**WORK TO BE COMPLETED**
The answer must consist of every line below that holds the word "graph".

**EXTRACTED INFORMATION**
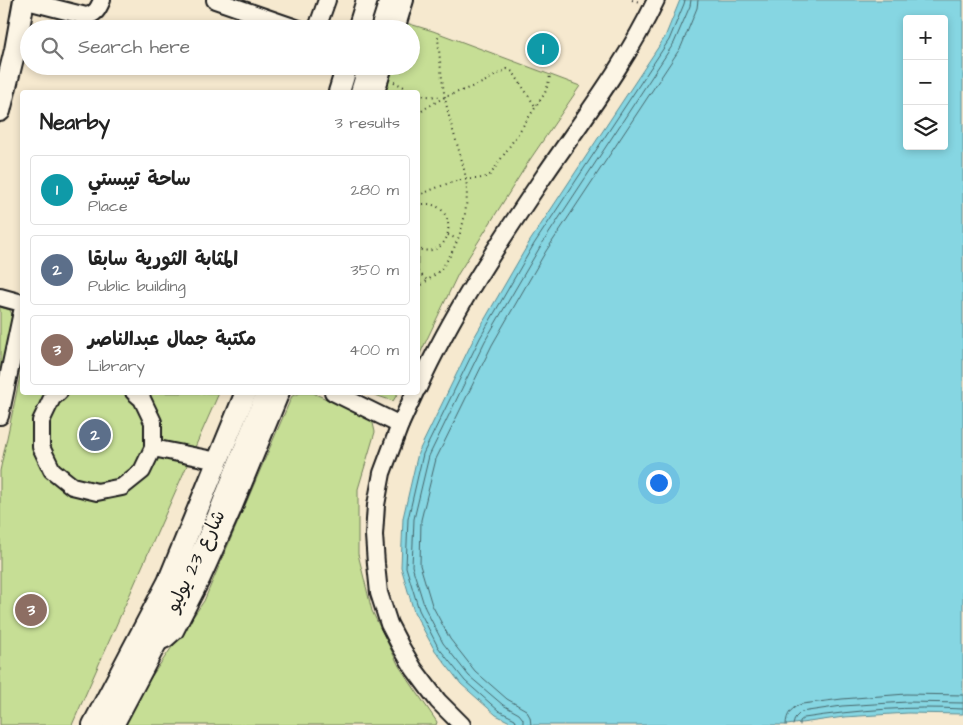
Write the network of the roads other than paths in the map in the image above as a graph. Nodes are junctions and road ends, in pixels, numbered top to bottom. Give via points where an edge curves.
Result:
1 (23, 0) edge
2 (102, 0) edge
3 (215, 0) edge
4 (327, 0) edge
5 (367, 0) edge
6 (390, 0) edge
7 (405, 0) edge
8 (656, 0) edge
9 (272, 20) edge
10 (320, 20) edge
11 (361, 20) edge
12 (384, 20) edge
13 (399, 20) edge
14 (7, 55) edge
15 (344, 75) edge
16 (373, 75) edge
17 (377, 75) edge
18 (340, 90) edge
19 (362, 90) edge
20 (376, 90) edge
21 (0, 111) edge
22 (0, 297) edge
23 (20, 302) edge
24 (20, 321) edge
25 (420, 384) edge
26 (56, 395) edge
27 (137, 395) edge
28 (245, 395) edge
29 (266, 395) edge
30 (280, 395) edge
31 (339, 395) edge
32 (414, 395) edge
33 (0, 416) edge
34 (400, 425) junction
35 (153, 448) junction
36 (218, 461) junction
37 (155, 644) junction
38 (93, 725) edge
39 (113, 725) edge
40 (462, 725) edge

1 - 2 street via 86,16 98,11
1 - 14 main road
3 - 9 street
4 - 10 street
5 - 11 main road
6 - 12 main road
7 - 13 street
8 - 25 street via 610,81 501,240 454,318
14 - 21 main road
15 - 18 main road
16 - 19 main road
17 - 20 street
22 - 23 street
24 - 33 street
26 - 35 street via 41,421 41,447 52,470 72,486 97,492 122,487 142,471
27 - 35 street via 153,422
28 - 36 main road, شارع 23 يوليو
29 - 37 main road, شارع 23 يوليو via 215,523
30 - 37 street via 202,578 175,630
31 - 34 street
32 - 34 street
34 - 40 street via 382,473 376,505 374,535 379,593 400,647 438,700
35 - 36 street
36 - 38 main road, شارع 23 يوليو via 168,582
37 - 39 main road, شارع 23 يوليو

---

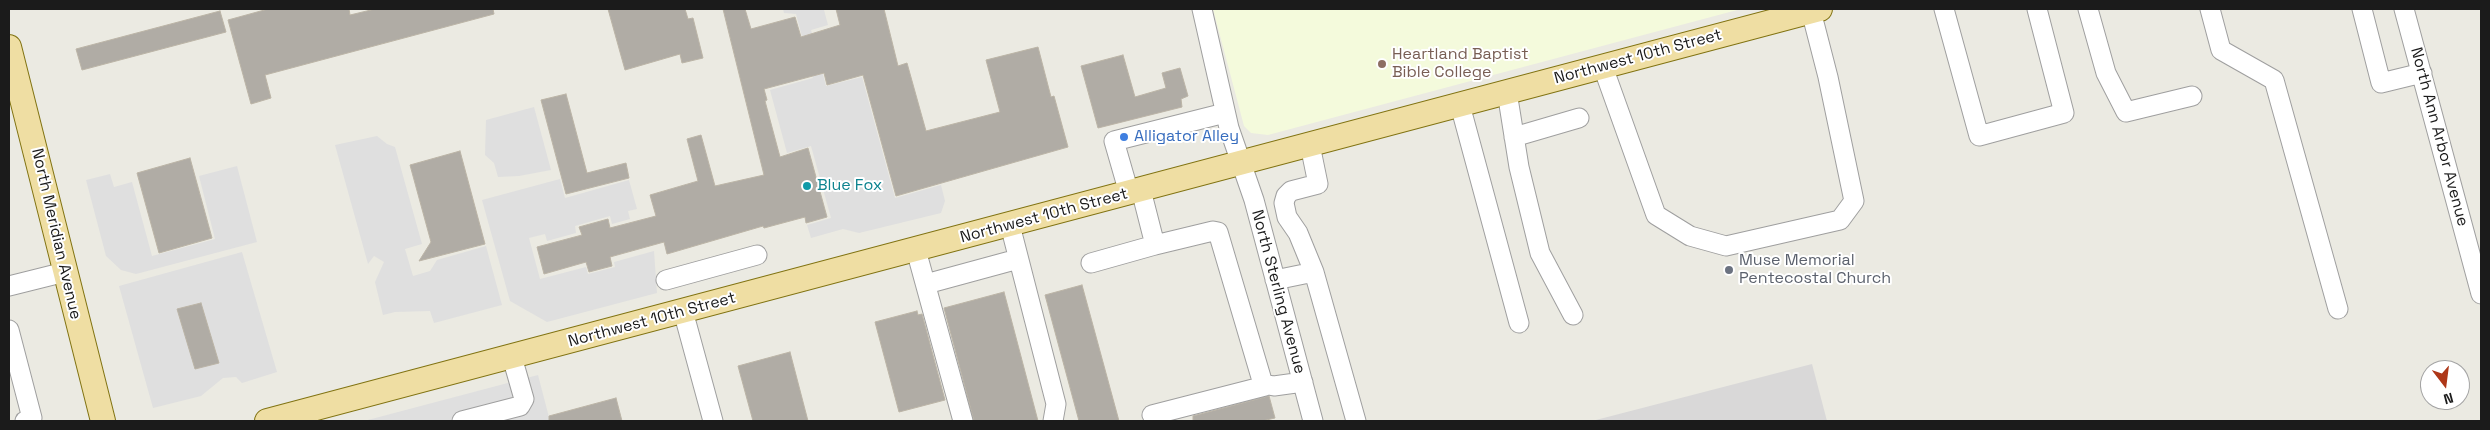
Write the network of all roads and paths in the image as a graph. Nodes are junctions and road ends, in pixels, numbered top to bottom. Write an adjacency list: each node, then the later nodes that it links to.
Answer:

**EXPECTED ANSWER**
Write the network of the roads other than paths in the map in the image above as a graph. Nodes are junctions and road ends, in pixels, numbered top to bottom. Give via points where an edge curves.
Write the network of all roads and paths in the image as a graph. Nodes are junctions and road ends, in pixels, numbered top to bottom. Write an adjacency list: each node, then the later nodes that it links to.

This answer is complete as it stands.